But from the time he was a young child, he was such a difficult child, such as her ornery, stubborn child, and he wouldn’t follow convention. He didn’t keep his clothes clean; he didn’t go visit the proper neighbors.
Smith: She was a very conventional woman.
Naifeh: She was a very conventional woman and she didn’t realize that a lot of this misbehavior was because he had this mental illness, so she didn’t forgive him for that reason. She just stopped liking him. It’s really hard for us who had good mothers who loved us to imagine what it’s like to grow up knowing that your mother doesn’t like you.
In fact, even 17 years after he died is when she died and, to her very last day after he’d already become quite famous around the world, she continued to the last moment to think that his art was ridiculous, to use her words.
Tavis: I’m with you on that, Steven. I think about my own mom, as I’m sure most of us do. “Hi, Mom,” by the way. She watches every night back in Indiana. I can’t imagine what my life would be like if my mother just cast me aside and yet he goes on to navigate through that. To your point, though, trying to win her love, the favor of his mother.
Naifeh: What’s so magical is that most people would be flattened by that kind of parental rejection, especially maternal rejection. He was certainly made miserable by it, but he always picked himself up and pushed himself to achieve something.
I think that’s really a kind of lesson for all of us who have difficult times that you can extract something important and wonderful and beautiful and meaningful from a life of sorrow.

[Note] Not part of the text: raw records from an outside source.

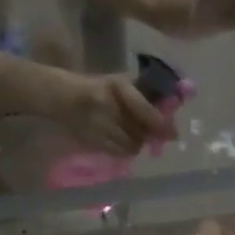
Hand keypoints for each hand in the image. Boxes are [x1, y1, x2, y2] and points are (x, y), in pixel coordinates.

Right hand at [55, 73, 175, 156]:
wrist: (61, 96)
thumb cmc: (96, 87)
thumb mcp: (119, 83)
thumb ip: (142, 98)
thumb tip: (166, 119)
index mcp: (116, 86)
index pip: (143, 109)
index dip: (160, 124)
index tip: (173, 133)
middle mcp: (105, 104)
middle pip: (139, 130)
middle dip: (150, 135)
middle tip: (155, 135)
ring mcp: (95, 124)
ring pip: (129, 143)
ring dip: (137, 143)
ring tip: (135, 136)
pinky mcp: (89, 139)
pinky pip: (116, 151)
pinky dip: (125, 149)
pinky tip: (122, 142)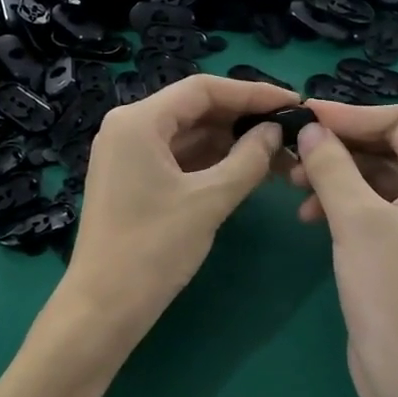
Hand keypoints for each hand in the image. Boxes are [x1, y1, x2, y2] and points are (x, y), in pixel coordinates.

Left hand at [57, 75, 292, 345]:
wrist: (103, 307)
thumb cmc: (153, 249)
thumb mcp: (209, 201)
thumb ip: (248, 159)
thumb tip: (274, 131)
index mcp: (138, 121)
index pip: (203, 89)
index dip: (252, 92)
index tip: (294, 102)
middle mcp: (128, 127)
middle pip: (194, 109)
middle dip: (243, 118)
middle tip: (290, 129)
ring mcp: (127, 155)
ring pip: (188, 135)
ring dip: (230, 142)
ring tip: (279, 152)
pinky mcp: (131, 180)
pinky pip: (178, 158)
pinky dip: (211, 162)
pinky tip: (248, 169)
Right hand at [289, 101, 397, 396]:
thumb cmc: (391, 289)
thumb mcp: (356, 220)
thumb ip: (332, 166)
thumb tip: (309, 129)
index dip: (352, 114)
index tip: (305, 117)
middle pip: (387, 147)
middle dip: (339, 146)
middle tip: (291, 152)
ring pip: (375, 178)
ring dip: (335, 175)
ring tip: (292, 185)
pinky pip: (371, 207)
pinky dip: (340, 203)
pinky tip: (309, 216)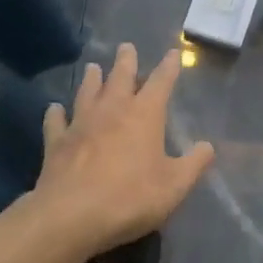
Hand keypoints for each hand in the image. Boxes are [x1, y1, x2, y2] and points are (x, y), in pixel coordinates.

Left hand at [29, 43, 214, 255]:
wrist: (72, 216)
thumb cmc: (131, 197)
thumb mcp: (175, 186)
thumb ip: (194, 164)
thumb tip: (208, 146)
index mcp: (144, 114)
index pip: (161, 82)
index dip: (169, 66)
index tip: (173, 52)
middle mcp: (112, 110)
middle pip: (120, 77)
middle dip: (126, 61)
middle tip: (126, 46)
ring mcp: (81, 123)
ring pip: (87, 92)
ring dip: (92, 78)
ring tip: (93, 67)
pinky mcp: (57, 142)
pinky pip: (56, 121)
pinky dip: (56, 113)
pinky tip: (54, 109)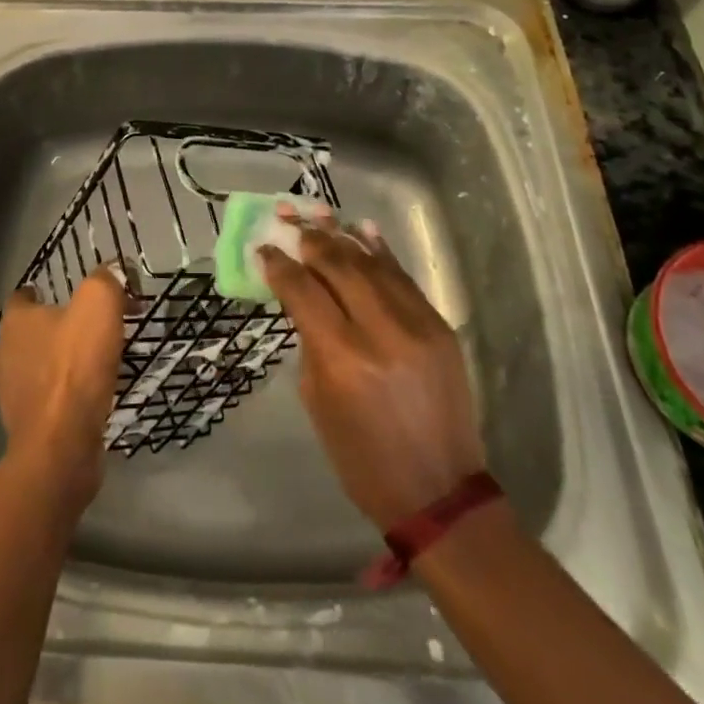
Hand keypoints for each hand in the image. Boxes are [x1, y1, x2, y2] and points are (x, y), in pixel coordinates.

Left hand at [0, 270, 125, 505]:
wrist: (62, 444)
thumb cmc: (74, 366)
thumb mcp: (99, 305)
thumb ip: (106, 280)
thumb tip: (115, 269)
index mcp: (16, 323)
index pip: (16, 300)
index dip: (31, 296)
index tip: (49, 295)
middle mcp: (4, 357)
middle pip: (1, 343)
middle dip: (20, 340)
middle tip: (52, 338)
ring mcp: (9, 398)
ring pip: (12, 379)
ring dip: (32, 374)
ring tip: (65, 372)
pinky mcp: (24, 432)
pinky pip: (34, 409)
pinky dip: (49, 404)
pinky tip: (76, 402)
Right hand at [259, 211, 485, 529]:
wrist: (439, 492)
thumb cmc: (362, 457)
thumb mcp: (318, 399)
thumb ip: (309, 338)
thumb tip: (300, 292)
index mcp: (343, 358)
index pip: (303, 290)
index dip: (279, 264)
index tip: (263, 248)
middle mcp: (381, 331)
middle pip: (337, 265)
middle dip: (308, 238)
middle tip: (287, 218)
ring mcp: (416, 324)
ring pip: (371, 262)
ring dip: (340, 234)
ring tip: (317, 212)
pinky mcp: (439, 325)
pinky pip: (403, 276)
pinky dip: (379, 250)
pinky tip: (360, 228)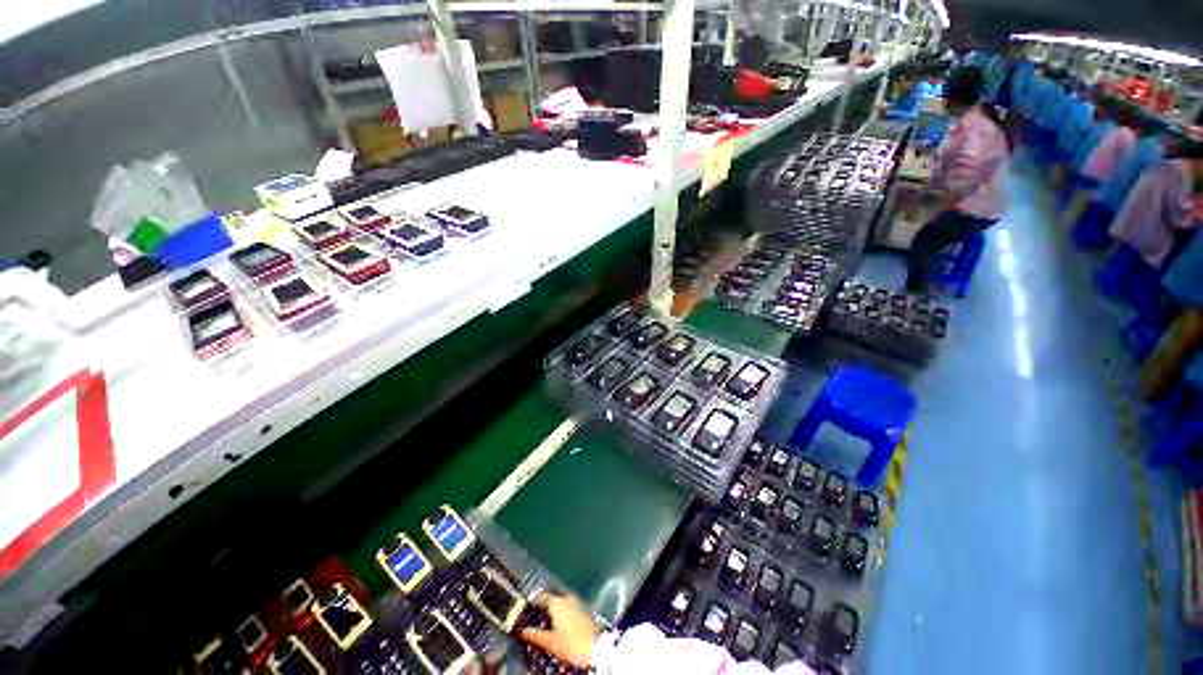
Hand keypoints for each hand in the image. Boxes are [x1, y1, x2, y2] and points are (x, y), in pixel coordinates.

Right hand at [519, 593, 600, 668]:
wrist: (596, 646)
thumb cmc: (570, 642)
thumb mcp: (550, 641)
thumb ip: (535, 635)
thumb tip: (523, 631)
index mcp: (556, 602)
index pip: (541, 597)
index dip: (533, 602)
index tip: (525, 609)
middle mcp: (566, 598)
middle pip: (551, 600)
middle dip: (543, 608)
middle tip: (534, 618)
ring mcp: (576, 603)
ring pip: (561, 604)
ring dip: (554, 612)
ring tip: (546, 623)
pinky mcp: (583, 610)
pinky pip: (569, 609)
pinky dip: (562, 614)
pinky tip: (560, 625)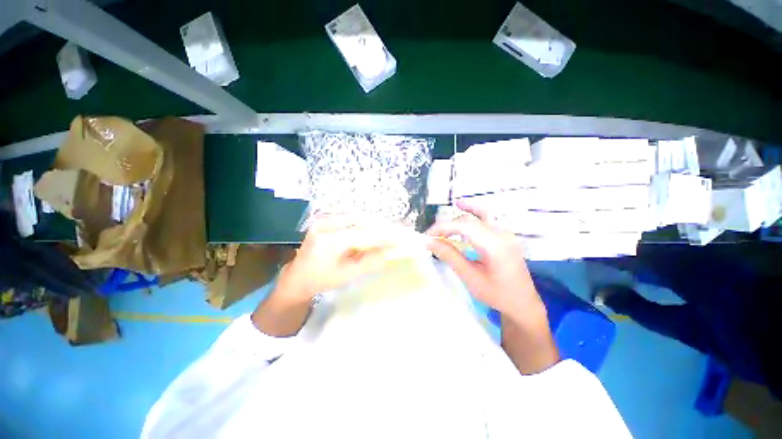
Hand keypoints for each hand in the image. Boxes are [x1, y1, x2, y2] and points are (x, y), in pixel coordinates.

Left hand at [253, 215, 397, 336]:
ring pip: (360, 216)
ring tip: (394, 231)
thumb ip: (372, 261)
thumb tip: (394, 251)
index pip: (366, 234)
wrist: (297, 276)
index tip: (406, 236)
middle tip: (403, 232)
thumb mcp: (348, 275)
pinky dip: (368, 222)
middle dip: (386, 226)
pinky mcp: (327, 217)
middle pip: (364, 220)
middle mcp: (326, 223)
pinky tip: (378, 228)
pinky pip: (353, 217)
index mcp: (329, 241)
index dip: (388, 235)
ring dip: (378, 223)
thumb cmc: (321, 280)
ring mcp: (325, 217)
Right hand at [426, 202, 557, 373]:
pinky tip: (462, 206)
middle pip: (470, 220)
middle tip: (432, 237)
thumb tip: (429, 242)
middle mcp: (502, 233)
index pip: (464, 226)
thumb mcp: (470, 277)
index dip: (443, 227)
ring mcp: (505, 232)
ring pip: (477, 216)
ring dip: (457, 218)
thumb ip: (449, 256)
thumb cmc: (496, 294)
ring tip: (441, 225)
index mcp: (495, 245)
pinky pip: (486, 218)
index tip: (427, 235)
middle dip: (448, 225)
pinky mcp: (504, 234)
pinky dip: (472, 211)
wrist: (523, 303)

Tavis: Greg, a question. There’s a number of pieces of big news out of this book. Let’s just jump right to it now. The piece about whether he was in fact…
Smith: How he was killed.
Tavis: Murdered, or whether he killed himself. What’s the story?
Smith: What we discovered was that the traditional story, the mythology, is that he went out into a field one afternoon in July in 1890 and had a pistol and shot himself.
But he shot himself in the stomach and it didn’t quite kill him, so he dragged himself about a mile away to the inn where he was staying and he died about 30 hours later after a lot of pain. In the meantime, his brother came to his bedside and he died in his brother’s arms.
Naifeh: But there were a lot of problems with that story. First of all, less than 2% of the people who kill themselves with a gunshot do it in the stomach. It’s a very long, painful way to die.
Also, it was hard to imagine why anybody would give him a gun. He’d just come out of an insane asylum. Guns were rare in rural France, so why would they give him a gun? Then we put that together with some other pieces of information because, as biographers, you have to read everything, not just the important things, but everything.
After “Lust for Life,” the movie with Kirk Douglas, came out, a man who was at the time 16 years old who had lived in Auvers came forward and gave his very confessional interview in which he admitted the gun was his and he admitted to torturing Vincent.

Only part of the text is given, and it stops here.